About this exercise: Please copy each line of the data that includes the string "加瀬沼公園線".

(Saved data entries)

((

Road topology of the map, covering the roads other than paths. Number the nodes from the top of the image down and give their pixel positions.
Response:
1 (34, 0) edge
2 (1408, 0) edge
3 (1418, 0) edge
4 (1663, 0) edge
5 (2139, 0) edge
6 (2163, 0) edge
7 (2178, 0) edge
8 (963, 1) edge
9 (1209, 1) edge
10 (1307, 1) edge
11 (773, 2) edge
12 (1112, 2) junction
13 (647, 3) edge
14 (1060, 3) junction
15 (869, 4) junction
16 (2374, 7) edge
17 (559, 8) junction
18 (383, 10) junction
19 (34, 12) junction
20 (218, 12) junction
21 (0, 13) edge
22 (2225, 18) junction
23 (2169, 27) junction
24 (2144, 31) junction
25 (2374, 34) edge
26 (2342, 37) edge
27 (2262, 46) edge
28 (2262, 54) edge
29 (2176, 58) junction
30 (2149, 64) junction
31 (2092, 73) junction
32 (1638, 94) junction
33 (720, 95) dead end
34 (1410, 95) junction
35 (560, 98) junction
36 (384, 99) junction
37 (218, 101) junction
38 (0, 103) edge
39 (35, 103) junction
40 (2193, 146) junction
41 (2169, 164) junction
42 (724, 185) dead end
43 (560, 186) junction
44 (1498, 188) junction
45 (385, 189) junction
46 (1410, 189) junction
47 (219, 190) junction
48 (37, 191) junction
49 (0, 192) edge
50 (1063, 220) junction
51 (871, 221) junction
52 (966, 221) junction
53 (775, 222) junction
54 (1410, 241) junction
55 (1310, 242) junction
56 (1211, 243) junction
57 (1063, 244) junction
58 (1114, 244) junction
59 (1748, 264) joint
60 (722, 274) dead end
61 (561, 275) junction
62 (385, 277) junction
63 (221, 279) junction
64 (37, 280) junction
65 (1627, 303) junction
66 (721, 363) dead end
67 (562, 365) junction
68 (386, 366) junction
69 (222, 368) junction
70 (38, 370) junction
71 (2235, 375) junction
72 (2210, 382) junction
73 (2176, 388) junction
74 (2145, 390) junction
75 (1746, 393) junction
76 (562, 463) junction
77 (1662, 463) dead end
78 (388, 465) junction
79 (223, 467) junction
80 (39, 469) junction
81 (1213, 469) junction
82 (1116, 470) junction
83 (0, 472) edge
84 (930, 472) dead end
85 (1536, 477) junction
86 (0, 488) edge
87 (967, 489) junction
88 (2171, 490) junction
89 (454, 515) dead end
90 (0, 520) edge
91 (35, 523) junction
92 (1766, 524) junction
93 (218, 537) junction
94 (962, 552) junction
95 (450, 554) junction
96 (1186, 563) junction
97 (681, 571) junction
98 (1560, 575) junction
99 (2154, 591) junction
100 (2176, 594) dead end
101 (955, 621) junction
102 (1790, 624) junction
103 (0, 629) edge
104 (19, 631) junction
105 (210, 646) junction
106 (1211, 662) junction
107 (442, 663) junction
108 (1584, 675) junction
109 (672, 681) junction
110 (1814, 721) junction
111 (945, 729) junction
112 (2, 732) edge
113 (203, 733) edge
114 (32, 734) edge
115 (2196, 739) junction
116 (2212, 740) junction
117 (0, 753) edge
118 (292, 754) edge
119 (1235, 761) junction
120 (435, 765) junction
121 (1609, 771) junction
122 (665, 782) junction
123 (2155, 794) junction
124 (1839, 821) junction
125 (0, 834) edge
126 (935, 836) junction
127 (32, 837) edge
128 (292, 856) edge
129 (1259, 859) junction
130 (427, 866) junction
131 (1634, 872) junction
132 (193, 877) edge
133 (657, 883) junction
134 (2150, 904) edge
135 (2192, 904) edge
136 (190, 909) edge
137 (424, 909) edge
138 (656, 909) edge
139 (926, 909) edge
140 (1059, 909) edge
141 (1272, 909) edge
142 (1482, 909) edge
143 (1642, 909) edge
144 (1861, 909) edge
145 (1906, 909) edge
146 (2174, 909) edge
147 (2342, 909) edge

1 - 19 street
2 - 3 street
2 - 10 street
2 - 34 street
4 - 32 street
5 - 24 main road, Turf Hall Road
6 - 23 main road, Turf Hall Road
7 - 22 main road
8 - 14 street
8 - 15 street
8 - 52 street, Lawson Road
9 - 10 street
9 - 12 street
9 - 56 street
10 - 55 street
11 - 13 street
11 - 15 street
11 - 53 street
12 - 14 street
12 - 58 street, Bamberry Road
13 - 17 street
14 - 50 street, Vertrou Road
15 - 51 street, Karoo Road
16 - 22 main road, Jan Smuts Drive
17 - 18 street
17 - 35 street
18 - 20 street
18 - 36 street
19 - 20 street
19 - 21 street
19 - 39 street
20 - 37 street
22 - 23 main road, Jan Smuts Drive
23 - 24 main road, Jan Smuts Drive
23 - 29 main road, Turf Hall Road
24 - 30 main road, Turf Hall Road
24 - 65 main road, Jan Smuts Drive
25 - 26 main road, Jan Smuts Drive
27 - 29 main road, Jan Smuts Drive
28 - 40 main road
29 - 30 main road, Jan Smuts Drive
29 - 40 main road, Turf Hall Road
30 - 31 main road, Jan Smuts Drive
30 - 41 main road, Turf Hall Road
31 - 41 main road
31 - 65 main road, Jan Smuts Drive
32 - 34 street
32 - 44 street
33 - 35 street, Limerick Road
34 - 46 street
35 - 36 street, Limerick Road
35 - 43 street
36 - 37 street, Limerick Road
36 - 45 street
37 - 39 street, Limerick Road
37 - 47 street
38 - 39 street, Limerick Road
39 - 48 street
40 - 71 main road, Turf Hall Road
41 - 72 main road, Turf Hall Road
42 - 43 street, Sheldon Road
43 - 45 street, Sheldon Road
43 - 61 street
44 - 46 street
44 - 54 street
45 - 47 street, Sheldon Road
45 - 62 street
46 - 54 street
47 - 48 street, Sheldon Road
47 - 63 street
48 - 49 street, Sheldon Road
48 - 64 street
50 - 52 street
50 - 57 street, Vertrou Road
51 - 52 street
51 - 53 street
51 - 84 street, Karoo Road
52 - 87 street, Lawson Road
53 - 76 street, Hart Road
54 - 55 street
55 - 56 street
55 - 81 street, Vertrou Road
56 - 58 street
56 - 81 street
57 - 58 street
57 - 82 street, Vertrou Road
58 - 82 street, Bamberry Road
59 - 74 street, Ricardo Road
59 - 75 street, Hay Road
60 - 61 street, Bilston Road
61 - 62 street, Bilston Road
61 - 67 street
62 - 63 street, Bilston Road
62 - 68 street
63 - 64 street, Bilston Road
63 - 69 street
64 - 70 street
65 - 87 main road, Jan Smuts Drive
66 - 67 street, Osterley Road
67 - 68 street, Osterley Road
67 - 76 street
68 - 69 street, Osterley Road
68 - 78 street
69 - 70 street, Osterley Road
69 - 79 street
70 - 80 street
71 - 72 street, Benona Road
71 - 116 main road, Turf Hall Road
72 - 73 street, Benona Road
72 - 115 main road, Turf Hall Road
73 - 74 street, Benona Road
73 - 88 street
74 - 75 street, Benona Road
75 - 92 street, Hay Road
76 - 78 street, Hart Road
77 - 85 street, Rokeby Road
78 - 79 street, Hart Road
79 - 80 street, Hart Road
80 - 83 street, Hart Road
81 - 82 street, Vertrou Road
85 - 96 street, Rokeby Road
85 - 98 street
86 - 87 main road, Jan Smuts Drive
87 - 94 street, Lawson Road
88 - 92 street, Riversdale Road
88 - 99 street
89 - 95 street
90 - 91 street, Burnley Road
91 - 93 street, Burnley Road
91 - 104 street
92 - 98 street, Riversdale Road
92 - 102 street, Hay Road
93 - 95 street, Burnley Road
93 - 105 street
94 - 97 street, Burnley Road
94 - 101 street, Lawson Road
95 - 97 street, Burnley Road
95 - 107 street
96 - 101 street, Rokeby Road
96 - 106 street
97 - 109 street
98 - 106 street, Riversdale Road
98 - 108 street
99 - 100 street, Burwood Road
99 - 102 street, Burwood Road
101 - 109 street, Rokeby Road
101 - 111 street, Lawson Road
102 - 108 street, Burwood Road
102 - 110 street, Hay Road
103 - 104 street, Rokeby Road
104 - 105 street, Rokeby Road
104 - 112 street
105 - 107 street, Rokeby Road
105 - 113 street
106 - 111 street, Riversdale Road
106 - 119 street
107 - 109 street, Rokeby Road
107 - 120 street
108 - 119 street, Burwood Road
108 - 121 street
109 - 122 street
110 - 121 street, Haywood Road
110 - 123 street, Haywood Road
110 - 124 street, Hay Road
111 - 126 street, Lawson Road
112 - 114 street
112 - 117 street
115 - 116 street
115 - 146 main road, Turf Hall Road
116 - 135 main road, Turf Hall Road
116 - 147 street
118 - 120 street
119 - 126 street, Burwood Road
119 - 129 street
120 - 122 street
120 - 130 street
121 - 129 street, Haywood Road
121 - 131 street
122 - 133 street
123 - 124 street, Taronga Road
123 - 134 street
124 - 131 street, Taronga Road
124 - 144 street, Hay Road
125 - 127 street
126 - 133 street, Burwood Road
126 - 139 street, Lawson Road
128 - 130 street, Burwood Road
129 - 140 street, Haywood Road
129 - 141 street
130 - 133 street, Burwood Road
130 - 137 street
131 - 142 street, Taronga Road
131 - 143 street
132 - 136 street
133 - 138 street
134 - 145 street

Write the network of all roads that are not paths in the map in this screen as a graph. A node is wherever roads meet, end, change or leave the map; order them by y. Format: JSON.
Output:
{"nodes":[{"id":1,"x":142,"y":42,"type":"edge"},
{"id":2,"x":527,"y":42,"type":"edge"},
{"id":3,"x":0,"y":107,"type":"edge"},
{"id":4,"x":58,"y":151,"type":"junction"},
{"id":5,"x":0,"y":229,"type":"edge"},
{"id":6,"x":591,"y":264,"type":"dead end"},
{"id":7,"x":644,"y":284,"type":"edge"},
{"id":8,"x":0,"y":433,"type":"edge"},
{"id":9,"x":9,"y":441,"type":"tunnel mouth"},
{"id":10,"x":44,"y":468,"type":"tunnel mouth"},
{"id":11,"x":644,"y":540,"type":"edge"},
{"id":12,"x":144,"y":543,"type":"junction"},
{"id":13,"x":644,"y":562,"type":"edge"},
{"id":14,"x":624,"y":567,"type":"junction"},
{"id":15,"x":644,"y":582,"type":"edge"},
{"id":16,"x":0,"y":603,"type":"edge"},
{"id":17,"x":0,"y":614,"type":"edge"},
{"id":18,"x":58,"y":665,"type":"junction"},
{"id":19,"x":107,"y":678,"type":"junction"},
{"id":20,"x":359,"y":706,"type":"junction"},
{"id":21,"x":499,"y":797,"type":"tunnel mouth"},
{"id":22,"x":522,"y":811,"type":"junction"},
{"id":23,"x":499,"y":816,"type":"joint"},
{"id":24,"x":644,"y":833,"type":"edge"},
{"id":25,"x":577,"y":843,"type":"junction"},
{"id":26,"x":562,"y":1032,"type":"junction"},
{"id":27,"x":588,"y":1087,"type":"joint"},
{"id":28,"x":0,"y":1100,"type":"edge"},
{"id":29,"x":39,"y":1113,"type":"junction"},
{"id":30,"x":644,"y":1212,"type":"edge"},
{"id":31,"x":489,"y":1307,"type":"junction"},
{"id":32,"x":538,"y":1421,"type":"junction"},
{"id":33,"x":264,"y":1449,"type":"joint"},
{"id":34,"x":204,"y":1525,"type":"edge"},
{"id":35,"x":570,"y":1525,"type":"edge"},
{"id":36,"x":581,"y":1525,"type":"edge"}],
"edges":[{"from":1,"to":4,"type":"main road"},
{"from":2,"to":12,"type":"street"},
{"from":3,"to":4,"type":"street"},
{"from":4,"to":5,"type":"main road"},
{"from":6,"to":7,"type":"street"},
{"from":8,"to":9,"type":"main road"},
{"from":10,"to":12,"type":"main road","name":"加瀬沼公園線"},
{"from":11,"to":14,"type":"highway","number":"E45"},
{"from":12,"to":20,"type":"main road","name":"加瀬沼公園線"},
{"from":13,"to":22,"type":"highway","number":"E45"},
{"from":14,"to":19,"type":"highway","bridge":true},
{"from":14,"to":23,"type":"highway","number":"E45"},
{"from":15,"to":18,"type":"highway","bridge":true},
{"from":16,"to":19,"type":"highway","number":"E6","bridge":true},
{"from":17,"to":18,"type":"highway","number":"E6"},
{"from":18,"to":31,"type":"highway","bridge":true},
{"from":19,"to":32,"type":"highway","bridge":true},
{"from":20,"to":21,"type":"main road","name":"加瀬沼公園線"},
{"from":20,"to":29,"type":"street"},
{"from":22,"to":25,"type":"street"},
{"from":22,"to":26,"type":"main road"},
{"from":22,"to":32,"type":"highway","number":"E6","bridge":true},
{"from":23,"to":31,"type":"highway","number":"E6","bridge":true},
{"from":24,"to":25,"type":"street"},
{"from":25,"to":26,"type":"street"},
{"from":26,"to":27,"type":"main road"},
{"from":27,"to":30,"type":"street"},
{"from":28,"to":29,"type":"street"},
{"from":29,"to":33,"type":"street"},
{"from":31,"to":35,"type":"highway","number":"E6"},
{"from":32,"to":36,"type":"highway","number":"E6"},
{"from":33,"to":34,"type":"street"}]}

))

Solution:
{"from":10,"to":12,"type":"main road","name":"加瀬沼公園線"},
{"from":12,"to":20,"type":"main road","name":"加瀬沼公園線"},
{"from":20,"to":21,"type":"main road","name":"加瀬沼公園線"},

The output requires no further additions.